Mr. Davis said that in theory, pressure from politicians shouldn't affect GSA's decision.

But does pushing power out of the political realm promote integrity or just decrease accountability? Much as the Progressives and their rivals debated the question, we still do.

"It's really a symptom of how we've tried to de-emphasize political life," said John Kromkowski, a political scientist who lives in Roland Park and is assistant dean of arts and sciences at The Catholic University of America in Washington. "We've undermined our whole sense of participation in government by making this artificial distinction between administration and policy."

Mr. Kromkowski says political officials should have more power, not less. "We have to make the process more accountable so people have more of a reason to vote," he said.

A leading expert on Congress said direct lobbying of the bureaucracy on issues like this isn't common, but isn't unacceptable among representatives either.

"Heavy pressure on GSA for these sites is still more the exception than the rule," said Norman Ornstein of the American Enterprise Institute in Washington. "Does it happen? Absolutely. Does it get members of Congress into serious trouble? Very rarely."

Mr. Ornstein uses the example of Sen Robert Byrd, D-W.Va., famed for his diligence in pushing federal dollars to his state, to illustrate that why plumbing for pork "may be tacky" it's not likely to hit a member where it hurts most.

"He gets scorched in editorials, but I'd like to see one vote it has cost him in West Virginia," Mr. Ornstein said. "It would be harder than finding Elvis."

So politics still counts. But in the infighting over government operations like choosing HCFA's home, are suburbs really at risk of having cities use political deal-making clout -- Mrs. Bentley cites the state Stadium Authority's decision to let the city site use Oriole Park parking lots if GSA moves HCFA downtown as an example -- to steal the suburbs' economic base? Or, for that matter, much of anything the suburbs really want?

Others point to the shift in population, economic power -- and, more recently, political power -- to suburbs and "edge cities" throughout the nation. It's still possible that a poor, shrinking city like Baltimore could steal a plum like HCFA from a more prosperous suburb like the county, they say. But it's not very likely.

"Cities are pretty powerless in the federal system," said Mr. Kromkowski, who contends that decades of federal highway and housing policy helped make them that way.

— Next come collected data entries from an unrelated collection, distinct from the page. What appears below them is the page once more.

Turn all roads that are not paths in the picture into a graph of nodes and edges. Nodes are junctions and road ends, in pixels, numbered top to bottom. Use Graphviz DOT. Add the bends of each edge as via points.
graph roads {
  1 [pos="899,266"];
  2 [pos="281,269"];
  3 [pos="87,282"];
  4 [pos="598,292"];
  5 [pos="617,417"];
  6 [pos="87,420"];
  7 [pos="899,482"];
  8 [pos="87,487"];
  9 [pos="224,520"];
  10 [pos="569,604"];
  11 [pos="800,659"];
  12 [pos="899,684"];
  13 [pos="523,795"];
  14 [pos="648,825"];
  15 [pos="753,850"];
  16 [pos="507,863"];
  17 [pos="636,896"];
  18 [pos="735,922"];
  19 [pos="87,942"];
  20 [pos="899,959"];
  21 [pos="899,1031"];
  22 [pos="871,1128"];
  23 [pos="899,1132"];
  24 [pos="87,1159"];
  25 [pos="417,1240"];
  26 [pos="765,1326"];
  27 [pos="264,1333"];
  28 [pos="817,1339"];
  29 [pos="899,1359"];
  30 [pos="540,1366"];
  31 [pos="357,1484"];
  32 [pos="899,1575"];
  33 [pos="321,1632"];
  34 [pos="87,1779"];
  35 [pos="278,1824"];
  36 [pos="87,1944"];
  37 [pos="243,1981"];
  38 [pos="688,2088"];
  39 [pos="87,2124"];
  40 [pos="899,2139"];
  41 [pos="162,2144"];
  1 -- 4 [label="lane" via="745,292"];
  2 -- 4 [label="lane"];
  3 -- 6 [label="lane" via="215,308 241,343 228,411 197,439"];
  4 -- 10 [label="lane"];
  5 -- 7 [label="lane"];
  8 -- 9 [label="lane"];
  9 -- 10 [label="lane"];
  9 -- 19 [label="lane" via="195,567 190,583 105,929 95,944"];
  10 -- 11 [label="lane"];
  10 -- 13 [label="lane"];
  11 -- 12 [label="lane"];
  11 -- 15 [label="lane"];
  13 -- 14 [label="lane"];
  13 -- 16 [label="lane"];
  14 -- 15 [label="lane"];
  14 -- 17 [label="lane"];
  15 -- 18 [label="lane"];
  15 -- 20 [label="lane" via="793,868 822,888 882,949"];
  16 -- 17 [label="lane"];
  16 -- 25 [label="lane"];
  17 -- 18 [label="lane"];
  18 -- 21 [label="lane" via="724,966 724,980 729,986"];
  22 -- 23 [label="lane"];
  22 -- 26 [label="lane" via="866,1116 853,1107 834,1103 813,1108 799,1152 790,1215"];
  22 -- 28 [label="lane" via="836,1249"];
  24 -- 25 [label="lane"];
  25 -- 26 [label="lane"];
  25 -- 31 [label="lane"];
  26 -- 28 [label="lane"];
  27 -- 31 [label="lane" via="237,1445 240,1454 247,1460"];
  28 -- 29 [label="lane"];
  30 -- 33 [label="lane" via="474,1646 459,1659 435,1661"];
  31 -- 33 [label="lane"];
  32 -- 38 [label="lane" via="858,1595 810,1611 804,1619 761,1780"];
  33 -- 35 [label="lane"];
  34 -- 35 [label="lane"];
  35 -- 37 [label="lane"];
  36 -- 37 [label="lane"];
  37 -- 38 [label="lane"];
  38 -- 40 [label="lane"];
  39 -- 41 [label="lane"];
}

Joel Garreau, author of the 1991 book "Edge City," says this year's election will be the first one in which a majority of all voters nationwide live in the suburbs, a phenomenon he said helps explain the popularity of presidential candidates like former Sen. Paul E. Tsongas, Gov. Bill Clinton and President George Bush.

Strong individual politicians are what can help cities or rural areas lacking the numerical strength of the suburbs prevail in a city-suburb conflict or a rural-suburb showdown, he said.

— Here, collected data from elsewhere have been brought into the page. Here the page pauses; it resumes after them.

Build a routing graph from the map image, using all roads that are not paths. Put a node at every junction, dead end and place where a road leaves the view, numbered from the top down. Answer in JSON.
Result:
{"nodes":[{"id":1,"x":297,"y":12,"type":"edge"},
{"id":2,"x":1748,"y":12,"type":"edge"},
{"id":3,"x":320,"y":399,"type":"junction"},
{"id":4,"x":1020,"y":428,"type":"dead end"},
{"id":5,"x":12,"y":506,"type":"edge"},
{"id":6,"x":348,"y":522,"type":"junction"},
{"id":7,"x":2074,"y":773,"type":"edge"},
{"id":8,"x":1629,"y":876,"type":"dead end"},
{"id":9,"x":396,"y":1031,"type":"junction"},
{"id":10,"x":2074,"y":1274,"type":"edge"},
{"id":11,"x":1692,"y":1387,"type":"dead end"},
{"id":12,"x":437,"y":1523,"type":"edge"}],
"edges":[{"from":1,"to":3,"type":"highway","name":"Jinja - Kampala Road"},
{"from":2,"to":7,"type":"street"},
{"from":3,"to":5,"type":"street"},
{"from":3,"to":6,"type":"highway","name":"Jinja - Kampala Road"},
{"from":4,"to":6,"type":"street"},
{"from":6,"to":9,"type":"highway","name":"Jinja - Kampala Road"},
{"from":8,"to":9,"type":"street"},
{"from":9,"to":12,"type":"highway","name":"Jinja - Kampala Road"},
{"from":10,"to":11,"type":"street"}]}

"Anything is possible if you've got a big enough political fist," Mr. Garreau said. "Bobby Byrd wants to move half the CIA to West Virginia." In this case, one wild card could be if Gov. William Donald Schaefer went to bat for the city, he said, though others could point to the governor's subatomic popularity ratings lately and, well, wonder.

"Just as I'm never going to bet against Bobby Byrd, I'm never going to bet against Willie Don Schaefer," Mr. Garreau said.

GSA says the decision criteria for what will be the biggest office construction project of the early 1990s in or around Baltimore will boil down the design of the building, the impact on employees, the track record of the developers and the "national headquarters identity" offered by the winning building. But Mr. Garreau warns that decisions are rarely so perfectly rational.

"Economics can't tell you what you should do," he said. "It can only tell you the price." So what should tip the decision? "Your immortal soul," he said with a laugh. "And Willie Don Schaefer."